Prompt: Please determine the number of lines in the material below that contain the word "main", and state it alone.

Provided material:

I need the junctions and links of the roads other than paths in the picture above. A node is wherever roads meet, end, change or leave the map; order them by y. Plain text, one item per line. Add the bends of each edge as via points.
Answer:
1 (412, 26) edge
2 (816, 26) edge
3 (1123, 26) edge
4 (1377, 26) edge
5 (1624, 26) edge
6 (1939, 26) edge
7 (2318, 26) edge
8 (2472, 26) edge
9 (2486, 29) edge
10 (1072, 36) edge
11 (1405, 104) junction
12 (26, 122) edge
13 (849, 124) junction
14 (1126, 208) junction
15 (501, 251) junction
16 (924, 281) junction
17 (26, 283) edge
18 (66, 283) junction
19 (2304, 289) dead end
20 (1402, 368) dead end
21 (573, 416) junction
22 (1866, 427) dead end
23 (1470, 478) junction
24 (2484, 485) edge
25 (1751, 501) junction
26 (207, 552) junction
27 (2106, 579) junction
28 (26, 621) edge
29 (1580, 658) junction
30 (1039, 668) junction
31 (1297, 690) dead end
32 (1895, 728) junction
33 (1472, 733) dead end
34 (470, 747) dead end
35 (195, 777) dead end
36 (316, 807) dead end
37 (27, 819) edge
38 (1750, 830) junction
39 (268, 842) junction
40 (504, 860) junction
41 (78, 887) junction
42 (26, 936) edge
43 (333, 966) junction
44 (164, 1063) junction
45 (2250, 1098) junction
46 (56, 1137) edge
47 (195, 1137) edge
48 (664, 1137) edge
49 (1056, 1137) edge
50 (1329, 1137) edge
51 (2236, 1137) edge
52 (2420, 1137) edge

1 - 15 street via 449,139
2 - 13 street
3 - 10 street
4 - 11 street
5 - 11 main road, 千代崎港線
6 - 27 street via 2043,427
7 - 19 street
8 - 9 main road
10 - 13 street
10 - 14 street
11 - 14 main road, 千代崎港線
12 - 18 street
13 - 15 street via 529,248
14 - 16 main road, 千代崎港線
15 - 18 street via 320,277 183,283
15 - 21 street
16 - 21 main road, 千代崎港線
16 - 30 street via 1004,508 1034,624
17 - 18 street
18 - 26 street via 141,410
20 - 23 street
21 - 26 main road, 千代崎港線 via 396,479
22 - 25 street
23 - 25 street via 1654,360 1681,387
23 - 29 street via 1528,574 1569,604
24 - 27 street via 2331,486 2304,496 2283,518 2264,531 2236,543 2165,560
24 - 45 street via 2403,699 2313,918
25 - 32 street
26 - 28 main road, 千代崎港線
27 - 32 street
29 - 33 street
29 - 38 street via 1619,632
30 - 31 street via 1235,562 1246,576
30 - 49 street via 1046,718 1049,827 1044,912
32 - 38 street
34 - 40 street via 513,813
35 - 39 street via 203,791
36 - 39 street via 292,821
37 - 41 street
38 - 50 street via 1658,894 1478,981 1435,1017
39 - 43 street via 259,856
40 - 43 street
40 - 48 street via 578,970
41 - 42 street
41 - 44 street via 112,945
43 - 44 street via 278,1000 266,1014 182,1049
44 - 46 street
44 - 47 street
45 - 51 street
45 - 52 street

Exercise output: 7